INFORMATION SHOWN Start Marker

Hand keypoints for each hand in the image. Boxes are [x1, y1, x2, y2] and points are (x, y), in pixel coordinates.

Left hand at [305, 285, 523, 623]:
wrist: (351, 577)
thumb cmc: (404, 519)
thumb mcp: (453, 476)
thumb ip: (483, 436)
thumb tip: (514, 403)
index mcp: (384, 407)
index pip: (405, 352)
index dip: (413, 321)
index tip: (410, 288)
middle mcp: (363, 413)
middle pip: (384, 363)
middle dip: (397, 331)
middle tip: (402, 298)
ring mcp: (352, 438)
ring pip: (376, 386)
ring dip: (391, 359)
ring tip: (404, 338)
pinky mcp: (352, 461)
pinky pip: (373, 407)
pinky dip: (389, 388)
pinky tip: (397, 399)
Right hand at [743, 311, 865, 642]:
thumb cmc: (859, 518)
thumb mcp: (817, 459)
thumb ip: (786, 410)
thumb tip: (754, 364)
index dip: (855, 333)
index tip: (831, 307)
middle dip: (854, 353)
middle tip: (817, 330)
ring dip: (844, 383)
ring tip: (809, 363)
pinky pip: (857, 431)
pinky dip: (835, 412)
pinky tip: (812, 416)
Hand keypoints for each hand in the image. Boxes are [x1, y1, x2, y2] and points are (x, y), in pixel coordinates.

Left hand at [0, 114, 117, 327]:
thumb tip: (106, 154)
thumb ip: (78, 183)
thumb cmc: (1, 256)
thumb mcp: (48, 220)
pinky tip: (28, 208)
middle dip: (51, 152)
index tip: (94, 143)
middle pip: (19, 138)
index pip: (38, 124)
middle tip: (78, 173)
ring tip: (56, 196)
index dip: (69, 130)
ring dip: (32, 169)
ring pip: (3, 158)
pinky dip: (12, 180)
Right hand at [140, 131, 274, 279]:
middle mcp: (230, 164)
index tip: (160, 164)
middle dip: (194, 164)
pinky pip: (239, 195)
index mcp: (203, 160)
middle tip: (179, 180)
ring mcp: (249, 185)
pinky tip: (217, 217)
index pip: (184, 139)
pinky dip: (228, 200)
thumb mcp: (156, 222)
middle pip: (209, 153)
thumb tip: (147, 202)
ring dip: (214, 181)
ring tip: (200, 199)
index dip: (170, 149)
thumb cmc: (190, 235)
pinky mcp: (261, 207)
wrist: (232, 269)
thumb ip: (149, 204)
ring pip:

INFORMATION SHOWN End Marker

YOUR ASSIGNMENT: All of the data above should be output exactly.

SOLUTION TO THE PROBLEM:
Hand keypoints for each hand in the image. Boxes are [x1, y1, x2, y2] and points are (x, y), in pixel coordinates.

Left hand at [305, 285, 523, 623]:
wrist: (351, 577)
thumb cmc: (404, 519)
thumb mcp: (453, 476)
thumb ip: (483, 436)
thumb tip: (514, 403)
index mcp: (384, 407)
index pip: (405, 352)
index dip: (413, 321)
index tip: (410, 288)
middle mcp: (363, 413)
middle pip: (384, 363)
middle dip: (397, 331)
middle tip: (402, 298)
ring mcp: (352, 438)
ring pip: (376, 386)
ring dip: (391, 359)
ring tip: (404, 338)
pinky mcp: (352, 461)
pinky pip: (373, 407)
pinky dip: (389, 388)
pinky tip: (397, 399)
Right hand at [743, 311, 865, 642]:
thumb cmc: (859, 518)
thumb mcp: (817, 459)
thumb ip: (786, 410)
thumb tip: (754, 364)
index dip: (855, 333)
index tip: (831, 307)
middle dip: (854, 353)
middle tip: (817, 330)
ring dip: (844, 383)
ring tip: (809, 363)
pinky pip: (857, 431)
pinky dip: (835, 412)
pinky tip: (812, 416)
Hand keypoints for each hand in the image. Boxes are [x1, y1, x2, y2] and points are (x, y), in pixel coordinates.

Left hand at [0, 114, 117, 327]:
thumb tip: (106, 154)
thumb ip: (78, 183)
thumb cmc: (1, 256)
thumb mcp: (48, 220)
pinky tip: (28, 208)
middle dip: (51, 152)
index tip: (94, 143)
middle pip: (19, 138)
index pip: (38, 124)
middle tip: (78, 173)
ring tip: (56, 196)
index dip: (69, 130)
ring dip: (32, 169)
ring pip: (3, 158)
pinky dip: (12, 180)
Right hand at [140, 131, 274, 279]:
middle mcp: (230, 164)
index tip: (160, 164)
middle dip: (194, 164)
pinky pip: (239, 195)
index mcp: (203, 160)
middle tip: (179, 180)
ring mcp: (249, 185)
pinky tip: (217, 217)
index pip: (184, 139)
pinky dip: (228, 200)
thumb mcp: (156, 222)
middle pip: (209, 153)
thumb tip: (147, 202)
ring dip: (214, 181)
ring tip: (200, 199)
index dip: (170, 149)
thumb cmc: (190, 235)
pinky mcp: (261, 207)
wrist: (232, 269)
thumb ip: (149, 204)
ring pip:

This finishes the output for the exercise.